3月度、経済月例報告、景気は回復している!
3月度の経済月例報告が内閣府から3/15に公表された。それによると、総論 としては、景気は、回復しているという判断である。これは2月度と同じ判断であり、3月度も引き続き、景気は回復基調であるといえよう。また、その判断にいたった背景には4つのポイントがあり、1つ目は企業収益が改善し、設備投資が増加している点である。2つ目は、個人消費が、緩やかに増加している点である。3つ目は、雇用情勢が、厳しさが残るものの、改善に広がりがみられる点であり、そして、4つ目が輸出、生産が緩やかに増加している点である。これら4つの状況を勘案し、政府は3月度の景気動向も2月度同様、景気は回復しているという判断を下した。
ただし、3月度の景気判断は政策判断として、今回の日銀の政策決定について、次のように言及している点が2月度と大きな違いである。すなわち、「日本銀行は3月9日に、量的緩和政策を解除し、金融市場調節の操作目標を日本銀行当座銀行預金残高から無担保コールレート(オーバーナイト物)に変更した上で、これをおおむねゼロ%で推移するよう促すことを決定した。また、同時に決定した「新たな金融政策運営の枠組みの導入について」の中で物価安定の考え方等を明確化した。」という点であり、今後、政府、日銀一体となった取組みを行い、デフレからの脱却を確実なものにするという。

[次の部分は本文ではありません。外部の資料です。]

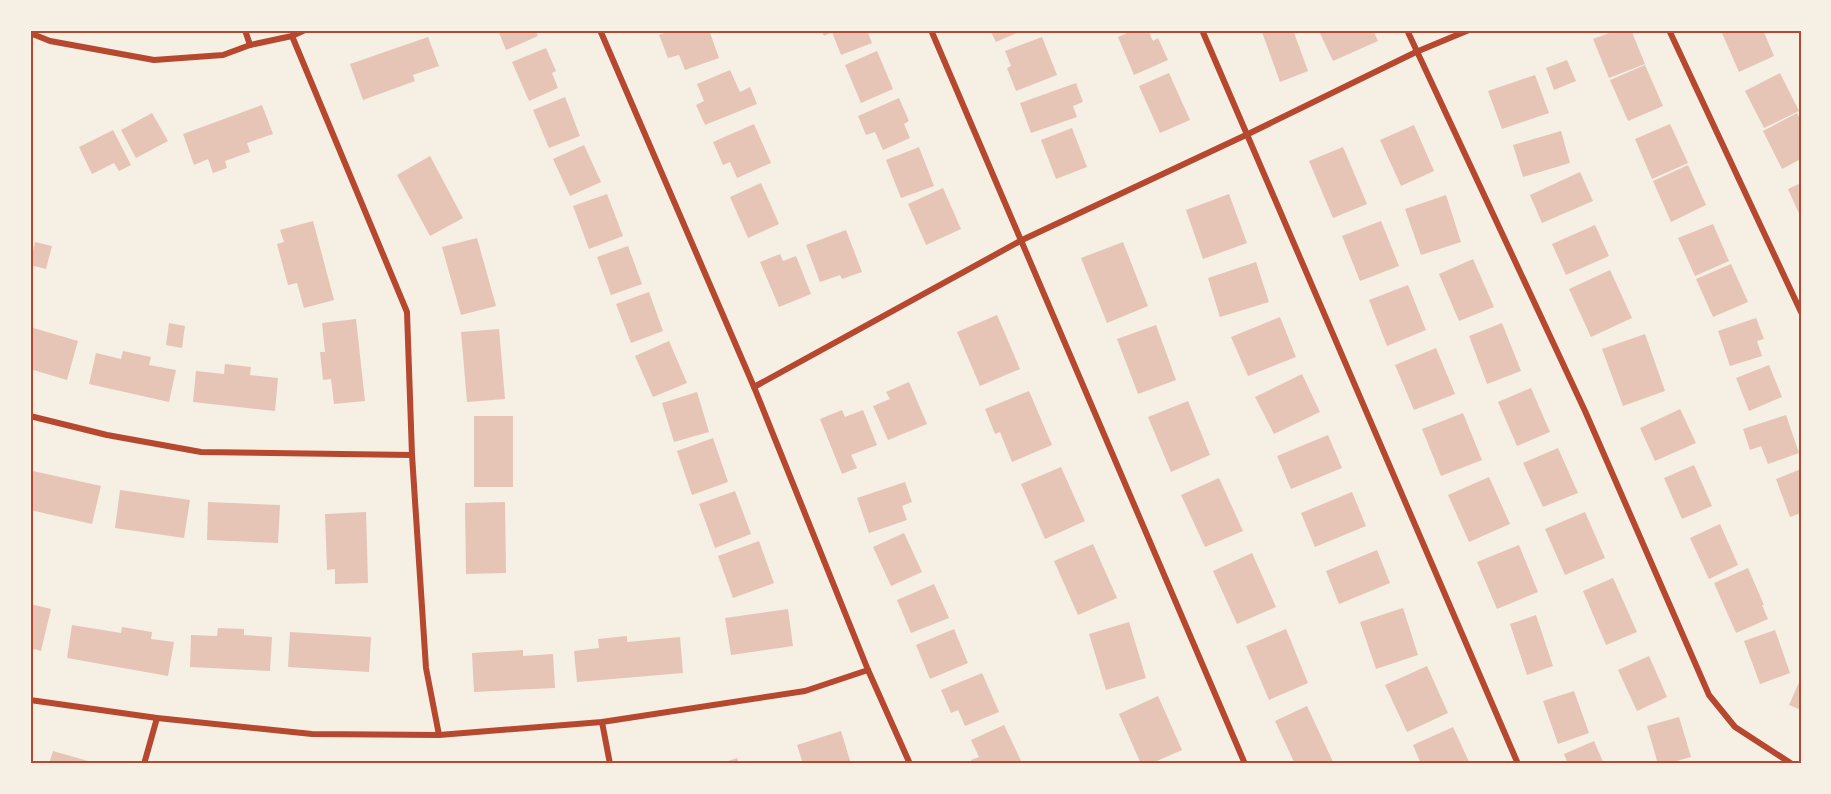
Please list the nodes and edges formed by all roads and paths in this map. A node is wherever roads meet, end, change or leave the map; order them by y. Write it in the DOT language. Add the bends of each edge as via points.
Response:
graph roads {
  1 [pos="244,30"];
  2 [pos="305,30"];
  3 [pos="600,30"];
  4 [pos="932,30"];
  5 [pos="1202,30"];
  6 [pos="1407,30"];
  7 [pos="1469,30"];
  8 [pos="1669,30"];
  9 [pos="30,33"];
  10 [pos="292,36"];
  11 [pos="250,45"];
  12 [pos="1416,52"];
  13 [pos="1246,135"];
  14 [pos="1022,240"];
  15 [pos="1801,312"];
  16 [pos="754,387"];
  17 [pos="30,416"];
  18 [pos="412,455"];
  19 [pos="868,670"];
  20 [pos="30,700"];
  21 [pos="157,718"];
  22 [pos="602,722"];
  23 [pos="439,735"];
  24 [pos="144,764"];
  25 [pos="610,764"];
  26 [pos="909,764"];
  27 [pos="1245,764"];
  28 [pos="1518,764"];
  29 [pos="1792,764"];
  1 -- 11 [label="street"];
  2 -- 10 [label="street"];
  3 -- 16 [label="street"];
  4 -- 14 [label="street"];
  5 -- 13 [label="street"];
  6 -- 12 [label="street"];
  7 -- 12 [label="street"];
  8 -- 15 [label="street"];
  9 -- 11 [label="street" via="50,41 154,60 223,55"];
  10 -- 11 [label="street"];
  10 -- 18 [label="street" via="407,312"];
  12 -- 13 [label="street"];
  12 -- 29 [label="street" via="1585,411 1709,695 1735,727"];
  13 -- 14 [label="street"];
  13 -- 28 [label="street"];
  14 -- 16 [label="street"];
  14 -- 27 [label="street"];
  16 -- 19 [label="street"];
  17 -- 18 [label="street" via="201,452"];
  18 -- 23 [label="street" via="426,668"];
  19 -- 22 [label="street" via="805,691"];
  19 -- 26 [label="street"];
  20 -- 21 [label="street"];
  21 -- 23 [label="street" via="312,734"];
  21 -- 24 [label="street"];
  22 -- 23 [label="street"];
  22 -- 25 [label="street"];
}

では、食品スーパーマーケット業界と特にかかわりの深い個人消費と雇用情勢についてもう少し具体的に見てみたい。政府が3月度の景気が回復しているという判断にいたった個人消費の動向であるが、この背景としては、消費者マインドが改善し、所得が緩やかに増加していることがあげられるという。実際、政府が毎月、家計調査月報と鉱工業出荷指数を合成した消費総合指数を見ると、2003年の半期以降、この1月まで上昇基調が続いており、消費マインドは改善している。また、雇用者の所得の動向を表す実質雇用者所得の動きも明らかに1昨年の1月以降上昇基調で、直近の今年1月までつづいており、所得も上昇している。したがって、今後とも、政府の経済政策が継続される限り、個人消費に関しては好調に推移してゆくものといえよう。

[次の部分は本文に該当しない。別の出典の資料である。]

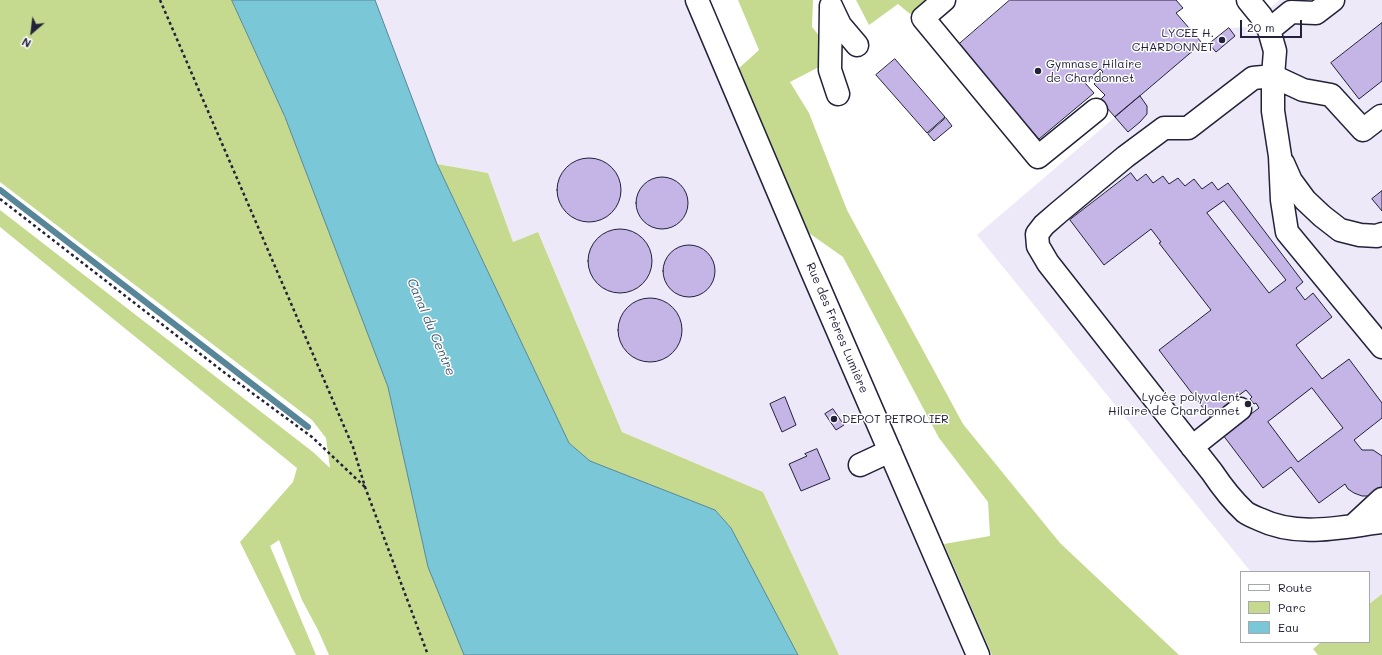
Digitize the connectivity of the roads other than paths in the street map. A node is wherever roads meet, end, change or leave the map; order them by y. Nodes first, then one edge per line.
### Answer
1 (697, 0) edge
2 (944, 0) edge
3 (1248, 0) edge
4 (1333, 0) edge
5 (830, 3) edge
6 (1269, 30) junction
7 (856, 45) dead end
8 (1273, 76) junction
9 (838, 94) dead end
10 (1096, 110) dead end
11 (1381, 116) dead end
12 (1280, 156) junction
13 (1382, 234) edge
14 (1382, 347) edge
15 (1240, 409) dead end
16 (1192, 447) junction
17 (890, 451) junction
18 (860, 465) dead end
19 (1382, 499) edge
20 (1382, 522) edge
21 (1354, 525) junction
22 (978, 655) edge

1 - 17 street, Rue des Frères Lumière
2 - 10 street
3 - 6 street
4 - 6 street
5 - 7 street
5 - 9 street
6 - 8 street
8 - 11 street
8 - 12 street
8 - 16 street
12 - 13 street
12 - 14 street
15 - 16 street
16 - 21 street
17 - 18 street
17 - 22 street, Rue des Frères Lumière
19 - 21 street
20 - 21 street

一方、食品スーパーマーケット業界にとってのもうひとつのかかわりの深い雇用情勢についてであるが、政府は、完全失業率が高水準ながらも、低下傾向で推移し、賃金も緩やかに増加していることから、雇用情勢は改善しているという判断である。実際、完全失業率と有効求人倍率のここ数ケ月の推移をみると、この4年間、右肩上がりで推移し、とうとう、この1月には1.03倍となり、ここ数年では過去最高の有効求人倍率となった。逆に完全失業率は3年前から右下がりの傾向で推移し、ここ数ケ月やや上昇気味とはいえ、この1月度は4.5%であり、2002年、2003年頃の5.5%前後の高めの水準であった頃と比べると、明らかに下がっているのが実態である。この統計を見る限り、雇用情勢は、好景気の状況となりつつあり、正社員、パートも含め、人材確保が難しくなりつつある状況といえよう。
最後に、もうひとつ、食品スーパーマーケット業界と密接なかかわりのある物価についてであるが、消費者物価は横ばいとみてよさそうである。1月に入って、前月比は上昇しているが、これはこれまでの原油等の市況高や寒波の影響によるものと考えられ、傾向としては横ばいといえよう。ただし、企業物価、輸入物価は統計を見る限り、この数ケ月上昇基調であり、物価に関してはけっして安心できる状況とはいえない。
このように、日本経済の景気動向は3月度も2月度同様、おおむね良好であるといえよう。食品スーパーマーケット業界にとっては消費者物価が横ばいで推移し、個人消費、個人所得が堅調であり、プラスの要因といえるが、反面、好景気であるがゆえに、雇用情勢が食品スーパーマーケット業界にとっては人が集まりにくいということがマイナスの要因といえ、いかに、パートを含め、人材を確保するかが当面の課題といえよう。また、石油の市況悪化が長引けば、全体の物価にも影響があらわれる懸念があり、こと物価に関しては注意深く見守ってゆく必要がありそうである。